Una società che trasuda vendetta: la Rivoluzione non appare davvero “sconfitta”, l’ordine non può essere veramente “restaurato”. È una messa in scena, possibile solo a patto di accettare l’irruzione della storia – ovvero la borghesia al banchetto regale – però annichilendola: è invitata solo quella borghesia che si uniforma ai valori della nobiltà in crisi, che ne accetta i privilegi e ne acquisisce le abitudini. Per chi non sta al gioco c’è la ghigliottina, tragico détournement che allevia le ansie di un’aristocrazia che non può che vivere in uno stato di transitorietà, stritolata dalla borghesia in ascesa e da un popolo umiliato ma non annientato, che si agita e si ricorda: del ’93, della ghigliottina, del terrore. Non sa più come si fa, ma sperimenta, si ingegna, in un’infanzia che presto diverrà adolescenza: le giornate di luglio del 1830 sono là a dimostrarlo, e la “cronaca” delle illusioni borghesi alle soglie della rivolta affidate ad un altro protagonista del realismo francese: Julien Sorel.

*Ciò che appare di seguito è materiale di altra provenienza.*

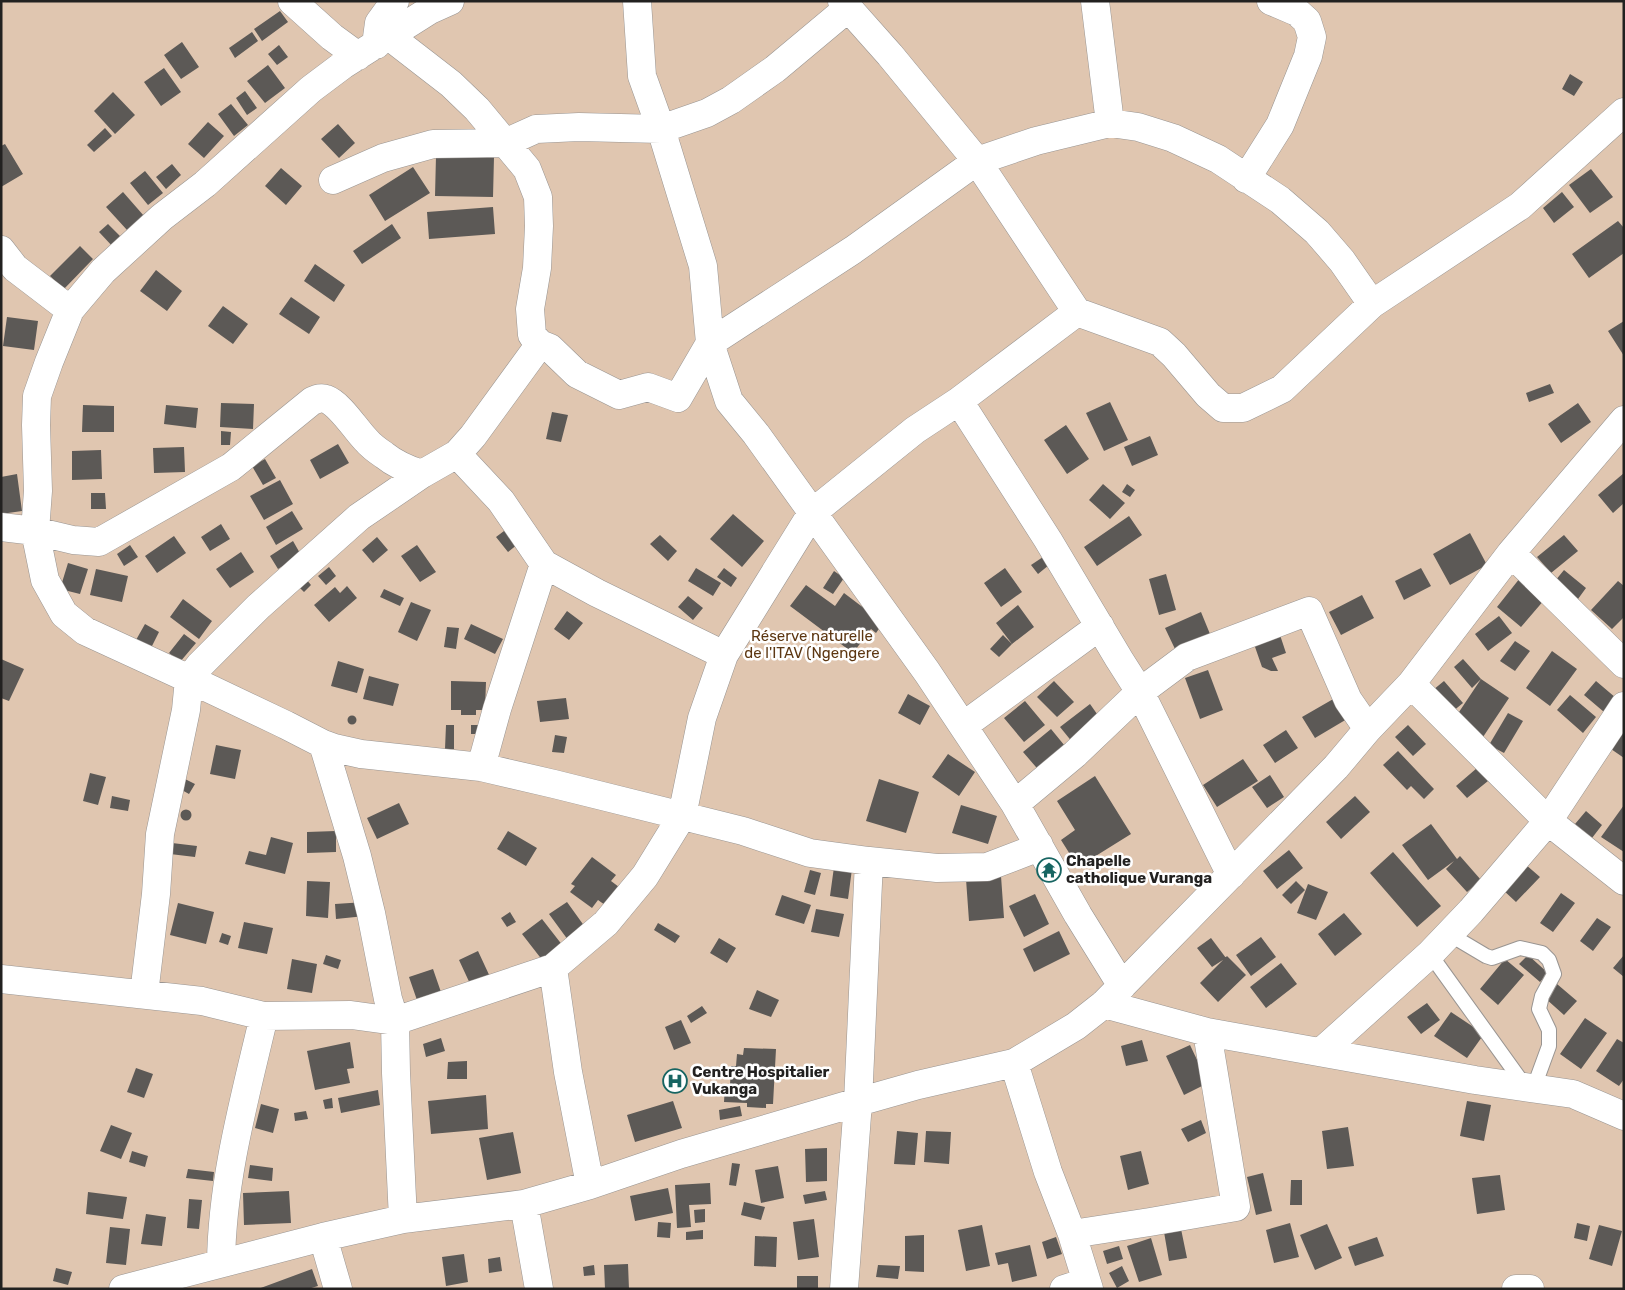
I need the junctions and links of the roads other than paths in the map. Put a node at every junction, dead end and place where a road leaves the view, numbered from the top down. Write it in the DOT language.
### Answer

Il giovane, borghese, provinciale Lucien, ai margini della vita sociale ma colmo di fiducia nelle sue qualità letterarie, nel suo vitalismo e nella sua bellezza, decide di confrontarsi con Parigi.

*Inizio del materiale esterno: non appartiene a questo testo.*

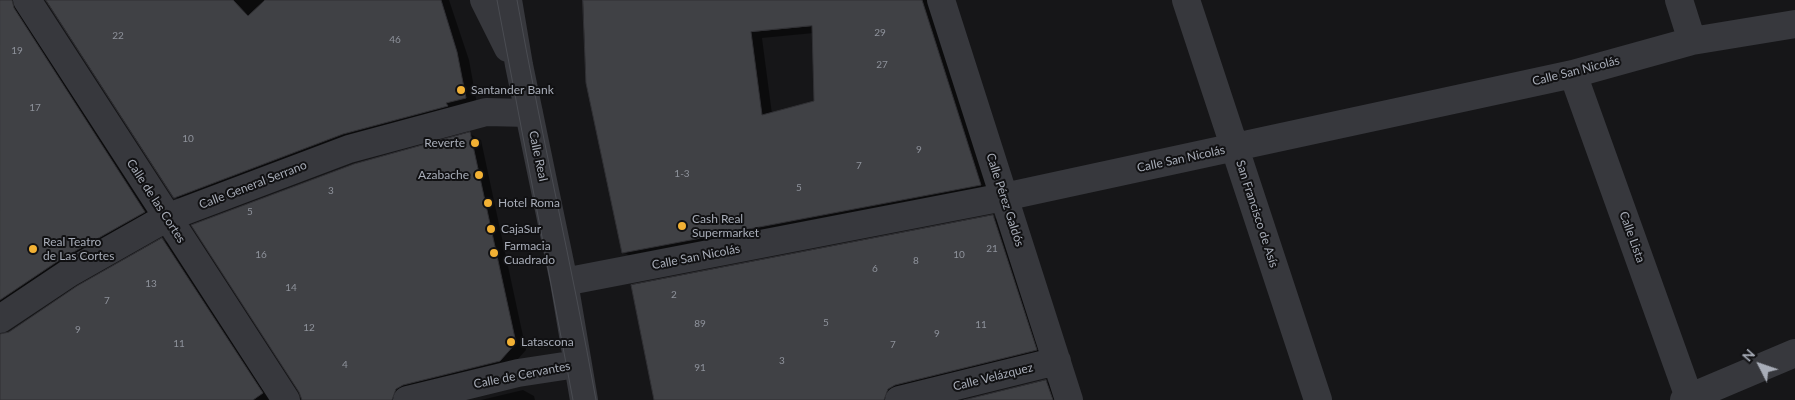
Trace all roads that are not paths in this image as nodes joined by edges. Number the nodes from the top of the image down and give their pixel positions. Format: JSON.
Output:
{"nodes":[{"id":1,"x":27,"y":0,"type":"edge"},
{"id":2,"x":484,"y":0,"type":"edge"},
{"id":3,"x":508,"y":0,"type":"edge"},
{"id":4,"x":942,"y":0,"type":"edge"},
{"id":5,"x":1186,"y":0,"type":"edge"},
{"id":6,"x":1679,"y":0,"type":"edge"},
{"id":7,"x":1795,"y":24,"type":"edge"},
{"id":8,"x":1692,"y":41,"type":"junction"},
{"id":9,"x":518,"y":65,"type":"junction"},
{"id":10,"x":1573,"y":74,"type":"junction"},
{"id":11,"x":529,"y":113,"type":"junction"},
{"id":12,"x":1235,"y":147,"type":"junction"},
{"id":13,"x":1004,"y":197,"type":"junction"},
{"id":14,"x":166,"y":218,"type":"junction"},
{"id":15,"x":564,"y":282,"type":"junction"},
{"id":16,"x":0,"y":319,"type":"edge"},
{"id":17,"x":1795,"y":353,"type":"edge"},
{"id":18,"x":1058,"y":361,"type":"junction"},
{"id":19,"x":578,"y":364,"type":"junction"},
{"id":20,"x":1688,"y":399,"type":"edge"},
{"id":21,"x":286,"y":400,"type":"edge"},
{"id":22,"x":407,"y":400,"type":"edge"},
{"id":23,"x":584,"y":400,"type":"edge"},
{"id":24,"x":899,"y":400,"type":"edge"},
{"id":25,"x":1069,"y":400,"type":"edge"},
{"id":26,"x":1318,"y":400,"type":"edge"}],
"edges":[{"from":1,"to":14,"type":"street","name":"Calle de las Cortes"},
{"from":2,"to":9,"type":"street"},
{"from":3,"to":9,"type":"street","name":"Calle Real"},
{"from":4,"to":13,"type":"street","name":"Calle Pérez Galdós"},
{"from":5,"to":12,"type":"street","name":"San Francisco de Asís"},
{"from":6,"to":8,"type":"street"},
{"from":7,"to":8,"type":"street","name":"Calle San Nicolás"},
{"from":8,"to":10,"type":"street","name":"Calle San Nicolás"},
{"from":9,"to":11,"type":"street","name":"Calle Real"},
{"from":10,"to":12,"type":"street","name":"Calle San Nicolás"},
{"from":10,"to":20,"type":"street","name":"Calle Lista"},
{"from":11,"to":14,"type":"street","name":"Calle General Serrano"},
{"from":11,"to":15,"type":"street","name":"Calle Real"},
{"from":12,"to":13,"type":"street","name":"Calle San Nicolás"},
{"from":12,"to":26,"type":"street","name":"San Francisco de Asís"},
{"from":13,"to":15,"type":"street","name":"Calle San Nicolás"},
{"from":13,"to":18,"type":"street","name":"Calle Pérez Galdós"},
{"from":14,"to":16,"type":"street","name":"Calle General Serrano"},
{"from":14,"to":21,"type":"street","name":"Calle de las Cortes"},
{"from":15,"to":19,"type":"street","name":"Calle Real"},
{"from":17,"to":20,"type":"street"},
{"from":18,"to":24,"type":"street","name":"Calle Velázquez"},
{"from":18,"to":25,"type":"street","name":"Calle Pérez Galdós"},
{"from":19,"to":22,"type":"street","name":"Calle de Cervantes"},
{"from":19,"to":23,"type":"street","name":"Calle Real"}]}
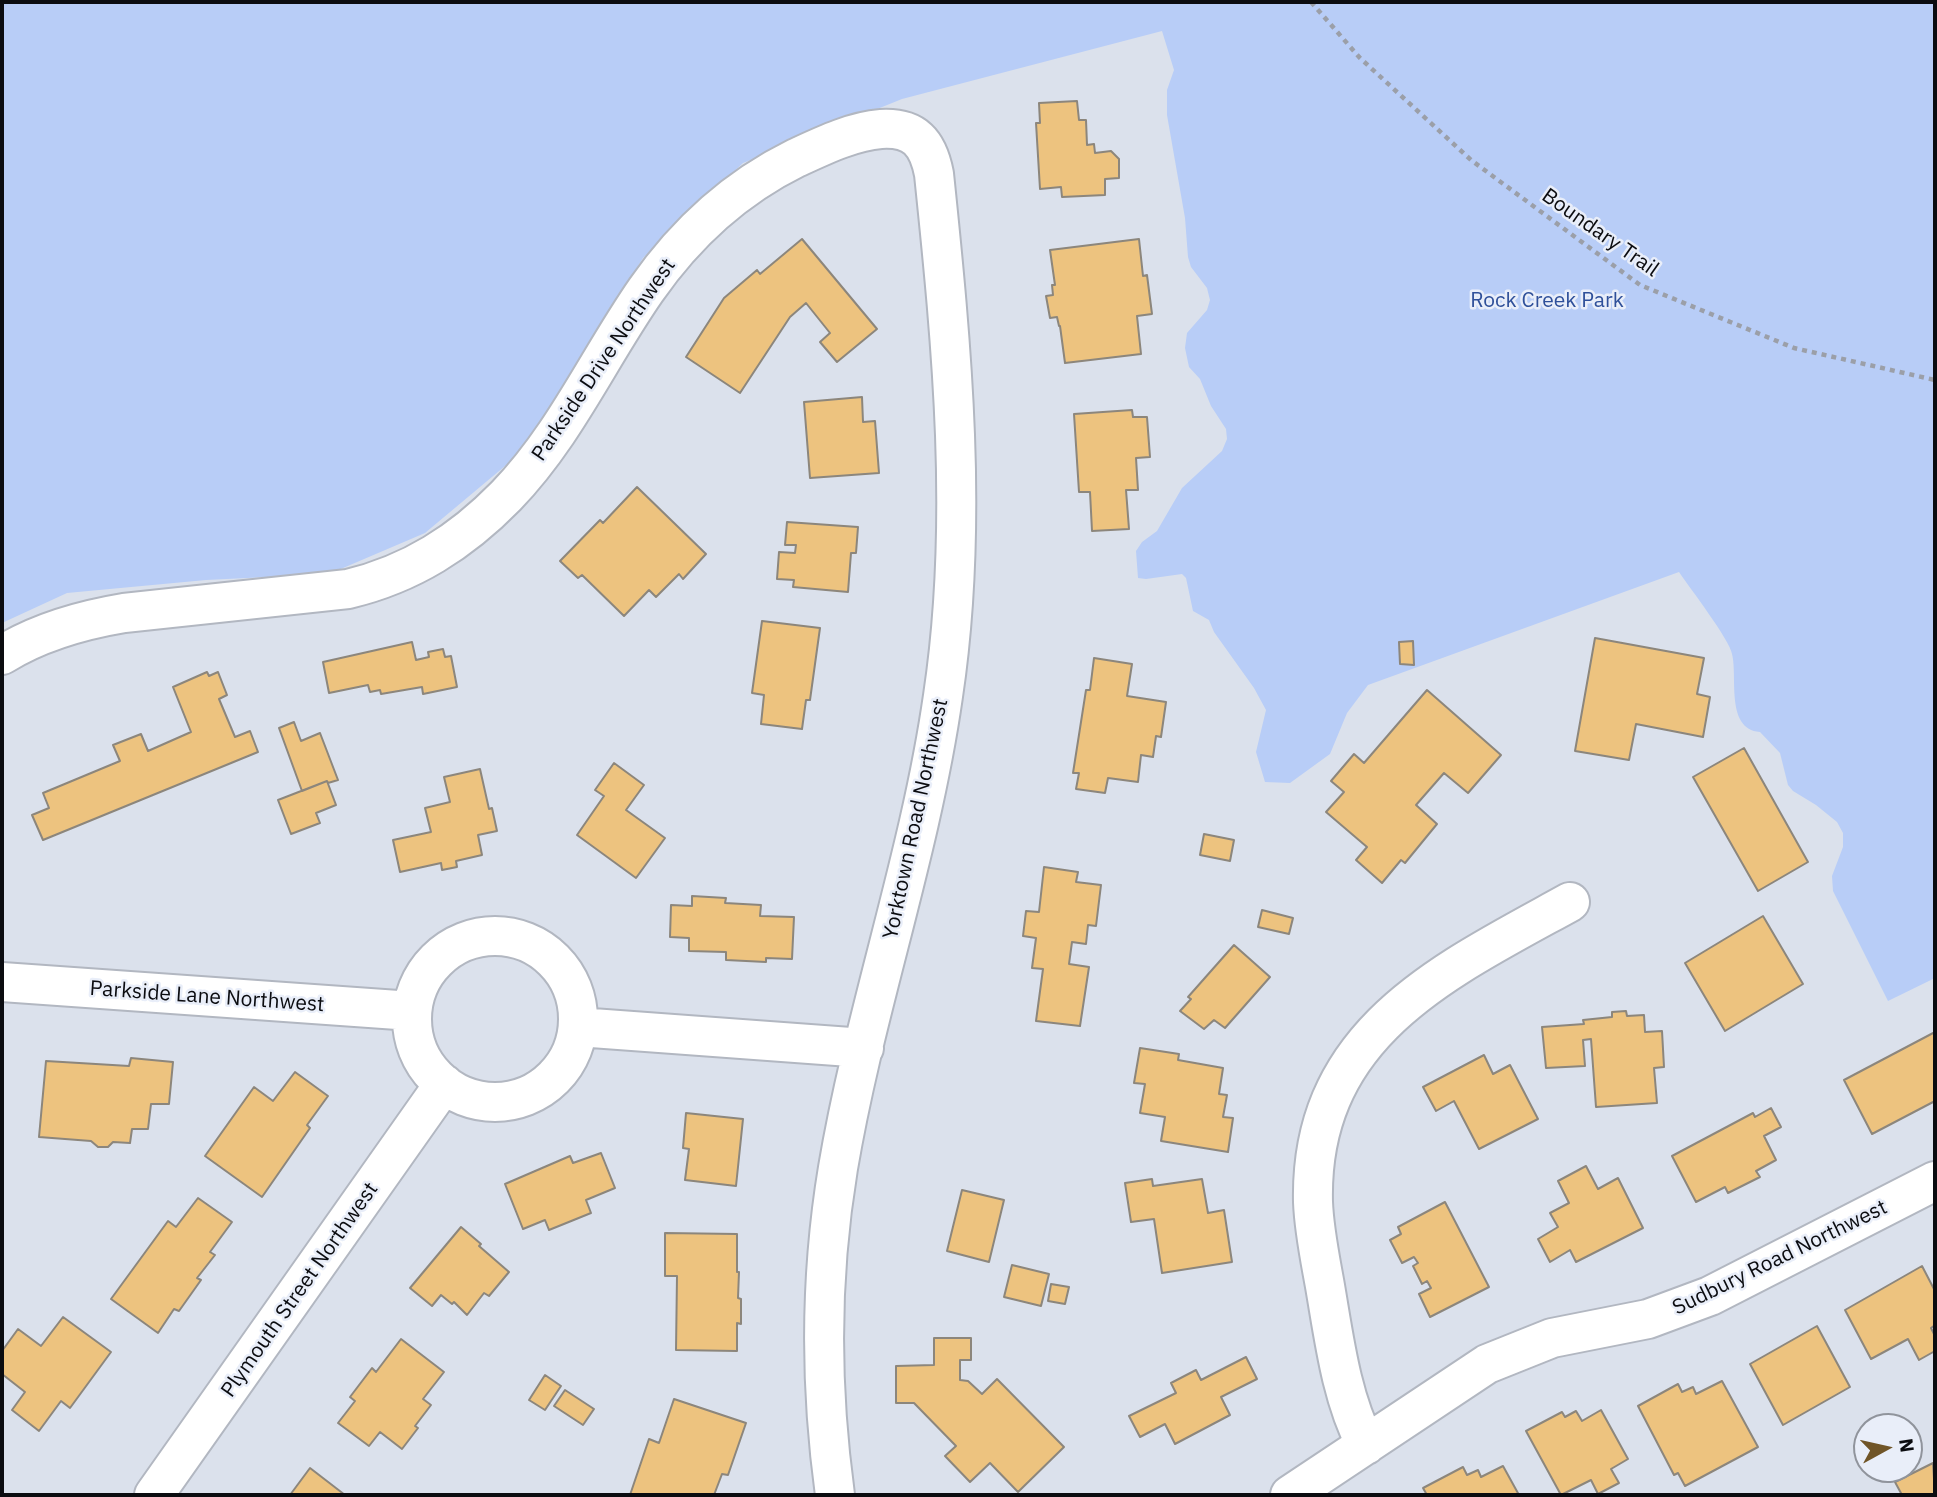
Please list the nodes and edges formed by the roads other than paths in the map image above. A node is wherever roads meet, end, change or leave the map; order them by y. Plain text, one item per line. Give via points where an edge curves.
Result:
1 (920, 140) joint
2 (2, 655) edge
3 (1570, 902) dead end
4 (2, 982) edge
5 (412, 1011) junction
6 (578, 1027) junction
7 (864, 1048) junction
8 (444, 1084) junction
9 (1935, 1181) edge
10 (1366, 1445) junction
11 (154, 1495) edge
12 (835, 1495) edge
13 (1290, 1495) edge

1 - 2 street, Parkside Drive Northwest via 897,128 862,133 776,168 726,202 646,290 562,428 529,470 467,532 426,560 388,578 348,589 93,619 48,633
1 - 7 street, Yorktown Road Northwest via 933,174 949,342 958,499 954,590 930,773
3 - 10 street via 1419,990 1359,1052 1339,1080 1327,1109 1314,1170 1315,1231 1343,1379 1356,1427
4 - 5 street, Parkside Lane Northwest
5 - 6 street via 419,982 433,962 452,946 499,936 546,955 564,974 575,998
5 - 8 street via 421,1053
6 - 7 street
6 - 8 street via 573,1050 560,1072 529,1096 504,1102 479,1100
7 - 12 street, Yorktown Road Northwest via 838,1170 828,1246 825,1394
8 - 11 street, Plymouth Street Northwest
9 - 10 street, Sudbury Road Northwest via 1679,1309 1552,1338 1487,1364
10 - 13 street, Sudbury Road Northwest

Qui scopre una realtà che si presenta subito in forma insostenibile, un consorzio di interessi che lo attrae e lo rovina. Ogni evento è il risultato di percorsi tortuosi e segreti: le relazioni umane sono improntate al tradimento e al sotterfugio; il denaro è il mezzo, il potere l’obiettivo di una pletora di figure sociali che lottano in un duello esiziale, che impone l’accordo temporaneo solo in funzione di una lotta ancor più estrema nel futuro immediato. Una lotta che però, anche nei suoi momenti più duri, prevede sempre l’accomodamento. Non è una vera lotta per sopravvivere, ma per affermarsi. Dentro questo percorso di affermazione personale, Lucien – pur carico, a parole, di propositi edificanti – cede immediatamente alle sirene della corruzione. Una corruzione umana, professionale, amorosa. Tutto può costituire la contropartita dell’ascesa sociale: una donna, la propria aspirazione letteraria, le amicizie che nel frattempo si crea nella buona società parigina, persino i legami famigliari.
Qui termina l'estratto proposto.